-- DATA RECORDS --
========================
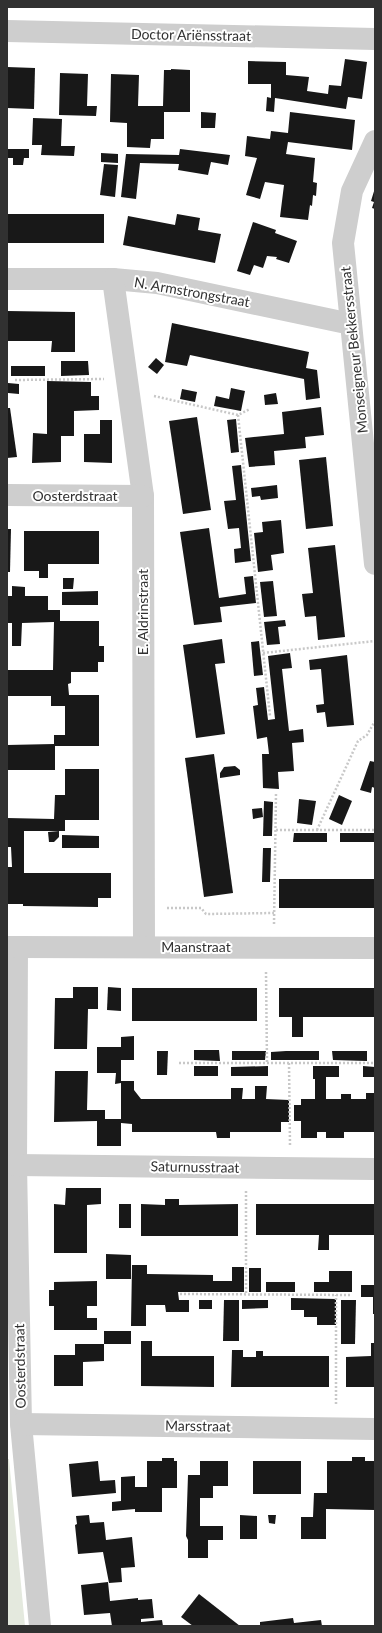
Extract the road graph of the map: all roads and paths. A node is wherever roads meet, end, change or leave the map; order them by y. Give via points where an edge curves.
========================
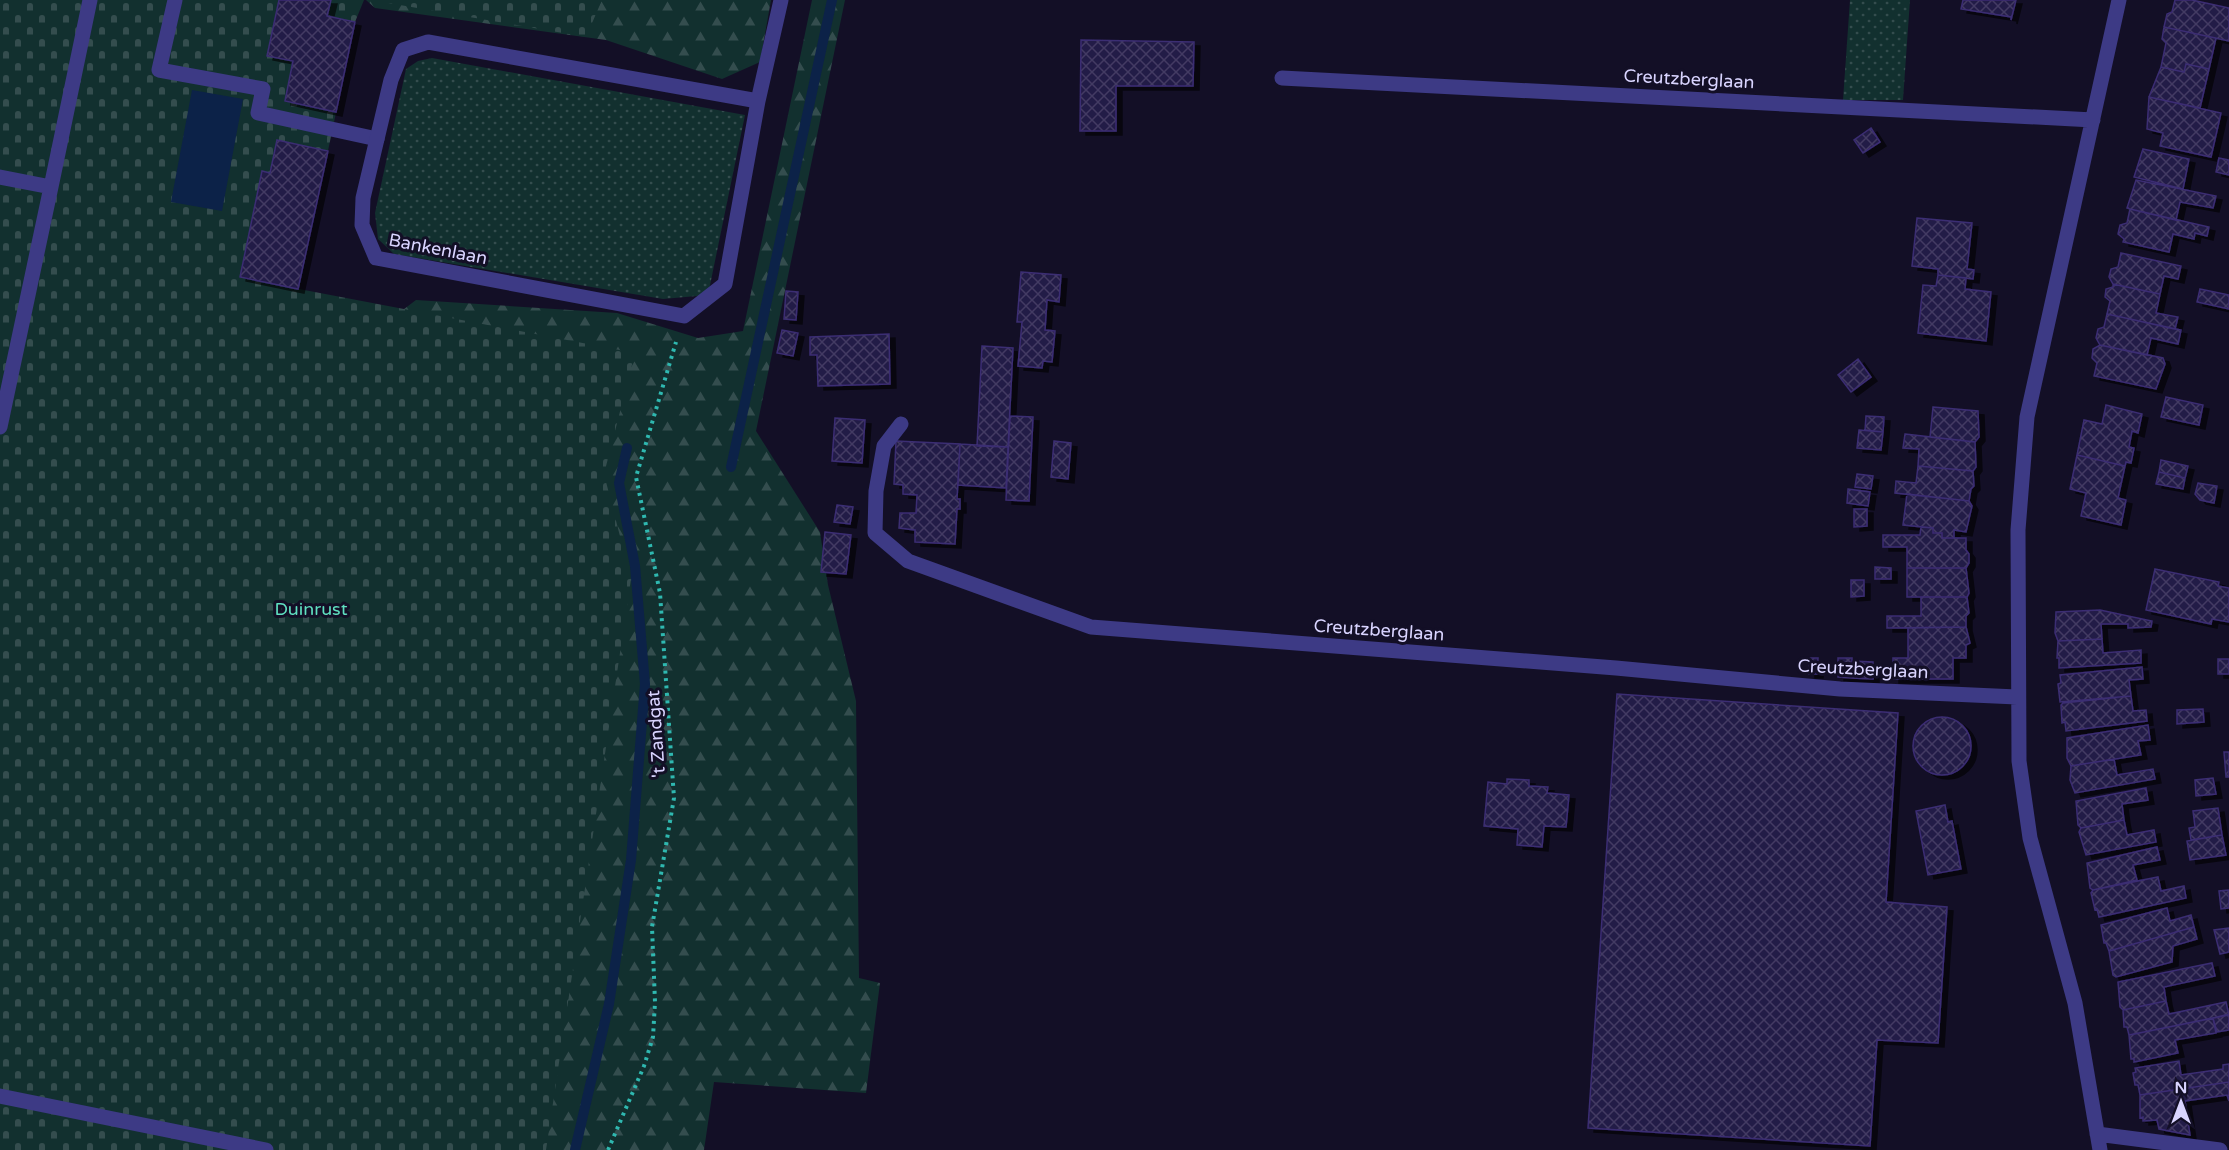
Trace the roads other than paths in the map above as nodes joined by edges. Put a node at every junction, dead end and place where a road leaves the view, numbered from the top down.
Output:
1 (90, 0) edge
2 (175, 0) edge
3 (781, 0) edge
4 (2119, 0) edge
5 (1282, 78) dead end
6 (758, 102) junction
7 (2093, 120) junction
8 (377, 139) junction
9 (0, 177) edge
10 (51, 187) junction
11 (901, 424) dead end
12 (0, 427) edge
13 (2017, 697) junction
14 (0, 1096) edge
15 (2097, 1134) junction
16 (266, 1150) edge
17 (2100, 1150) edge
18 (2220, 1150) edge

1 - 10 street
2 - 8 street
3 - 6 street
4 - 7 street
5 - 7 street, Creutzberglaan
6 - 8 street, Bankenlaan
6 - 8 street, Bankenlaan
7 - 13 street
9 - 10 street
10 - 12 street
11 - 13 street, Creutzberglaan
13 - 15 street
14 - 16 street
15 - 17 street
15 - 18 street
========================
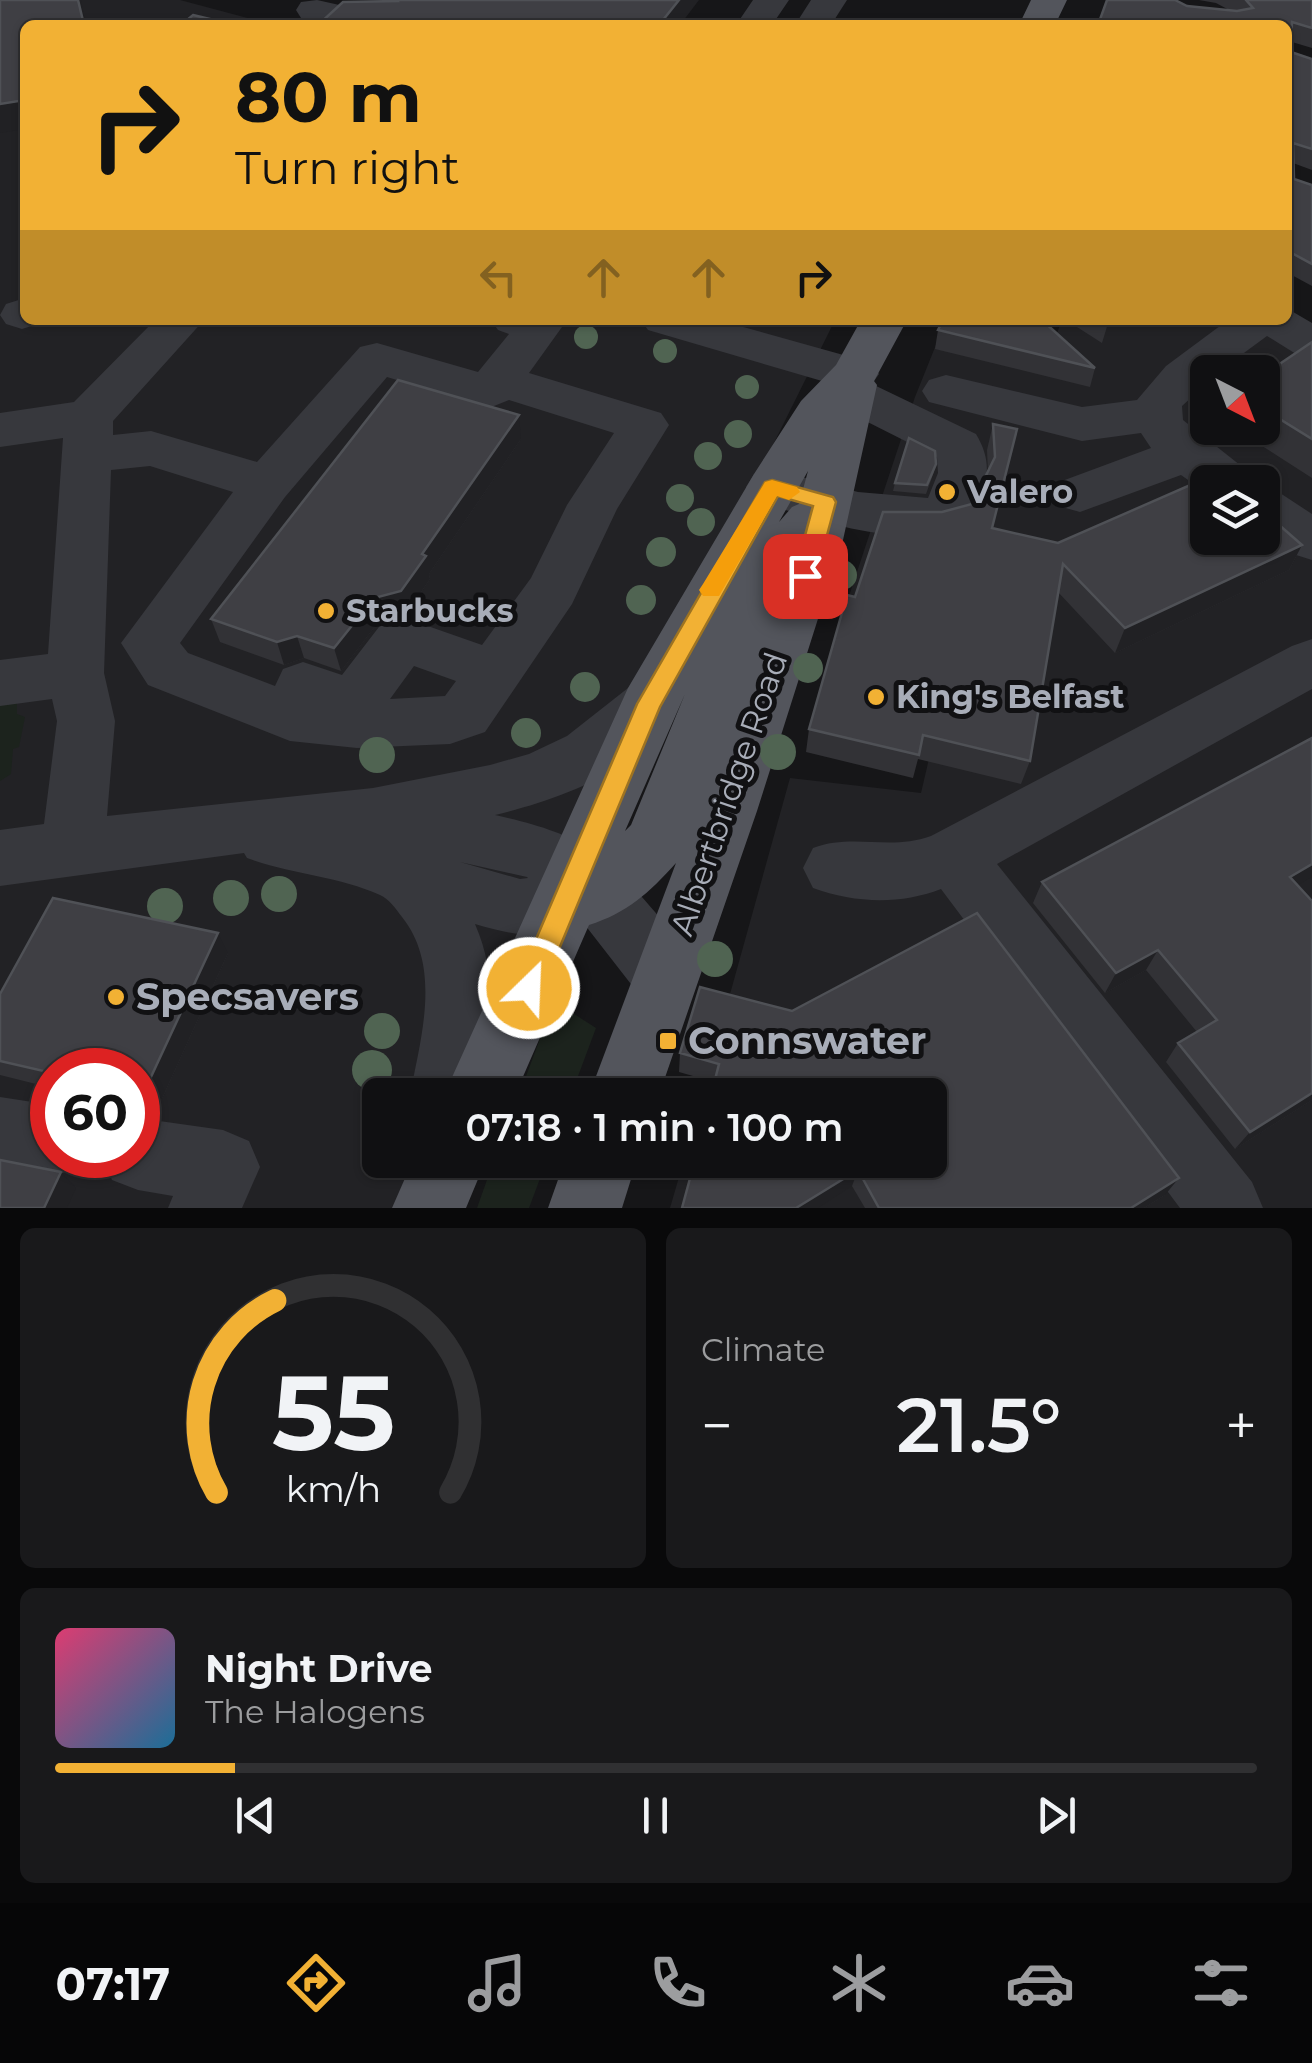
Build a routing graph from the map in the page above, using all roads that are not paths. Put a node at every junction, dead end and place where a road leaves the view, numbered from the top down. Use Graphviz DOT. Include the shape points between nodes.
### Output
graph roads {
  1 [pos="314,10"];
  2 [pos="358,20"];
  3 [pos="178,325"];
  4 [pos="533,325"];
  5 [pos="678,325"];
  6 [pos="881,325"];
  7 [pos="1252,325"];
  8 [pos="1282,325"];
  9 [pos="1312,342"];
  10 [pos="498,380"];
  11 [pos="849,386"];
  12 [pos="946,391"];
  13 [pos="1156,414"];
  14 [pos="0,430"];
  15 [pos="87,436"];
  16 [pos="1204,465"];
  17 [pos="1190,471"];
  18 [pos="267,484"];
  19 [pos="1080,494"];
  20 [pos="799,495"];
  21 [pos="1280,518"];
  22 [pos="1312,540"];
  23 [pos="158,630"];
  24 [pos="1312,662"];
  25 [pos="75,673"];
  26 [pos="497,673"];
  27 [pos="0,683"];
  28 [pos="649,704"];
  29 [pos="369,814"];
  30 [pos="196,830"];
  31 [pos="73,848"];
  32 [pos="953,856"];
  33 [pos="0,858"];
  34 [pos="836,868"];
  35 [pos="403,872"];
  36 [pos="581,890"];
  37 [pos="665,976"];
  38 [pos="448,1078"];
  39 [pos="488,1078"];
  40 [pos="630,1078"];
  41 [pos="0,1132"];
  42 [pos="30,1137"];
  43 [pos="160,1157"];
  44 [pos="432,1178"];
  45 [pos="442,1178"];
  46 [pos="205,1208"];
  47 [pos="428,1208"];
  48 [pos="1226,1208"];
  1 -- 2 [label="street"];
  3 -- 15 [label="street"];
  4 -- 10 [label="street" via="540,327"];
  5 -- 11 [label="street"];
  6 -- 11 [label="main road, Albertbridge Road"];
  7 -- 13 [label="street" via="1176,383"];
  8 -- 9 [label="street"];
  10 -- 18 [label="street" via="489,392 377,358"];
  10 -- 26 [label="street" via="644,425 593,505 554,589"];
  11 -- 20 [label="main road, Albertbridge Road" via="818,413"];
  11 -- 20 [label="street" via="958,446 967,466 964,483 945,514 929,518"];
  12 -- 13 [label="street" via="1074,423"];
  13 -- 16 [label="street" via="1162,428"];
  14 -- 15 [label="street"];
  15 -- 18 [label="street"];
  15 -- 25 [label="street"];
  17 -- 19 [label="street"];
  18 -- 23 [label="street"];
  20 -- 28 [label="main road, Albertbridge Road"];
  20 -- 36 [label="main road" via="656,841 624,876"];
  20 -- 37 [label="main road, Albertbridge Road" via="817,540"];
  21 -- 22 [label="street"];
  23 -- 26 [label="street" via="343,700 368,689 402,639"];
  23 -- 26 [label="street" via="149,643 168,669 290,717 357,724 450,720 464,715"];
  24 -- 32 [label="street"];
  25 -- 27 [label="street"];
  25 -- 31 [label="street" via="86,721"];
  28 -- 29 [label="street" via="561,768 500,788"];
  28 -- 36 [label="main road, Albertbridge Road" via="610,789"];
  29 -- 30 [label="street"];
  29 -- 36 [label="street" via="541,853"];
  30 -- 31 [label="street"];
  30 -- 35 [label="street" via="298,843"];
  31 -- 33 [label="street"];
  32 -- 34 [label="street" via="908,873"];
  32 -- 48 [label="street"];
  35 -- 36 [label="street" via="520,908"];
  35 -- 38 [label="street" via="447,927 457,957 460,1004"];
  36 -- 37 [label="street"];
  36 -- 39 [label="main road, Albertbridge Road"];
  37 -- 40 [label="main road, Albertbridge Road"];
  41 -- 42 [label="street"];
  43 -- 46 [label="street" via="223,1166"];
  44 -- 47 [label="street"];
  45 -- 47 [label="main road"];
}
========================
-- WHAT THIS TASK INVOLVES --
Filter the entries above down to the lines that hold the word "nodes", and copy those lines.

-- ANSWER TO THE EXERCISE --
Trace the roads other than paths in the map above as nodes joined by edges. Put a node at every junction, dead end and place where a road leaves the view, numbered from the top down.
Build a routing graph from the map in the page above, using all roads that are not paths. Put a node at every junction, dead end and place where a road leaves the view, numbered from the top down. Use Graphviz DOT. Include the shape points between nodes.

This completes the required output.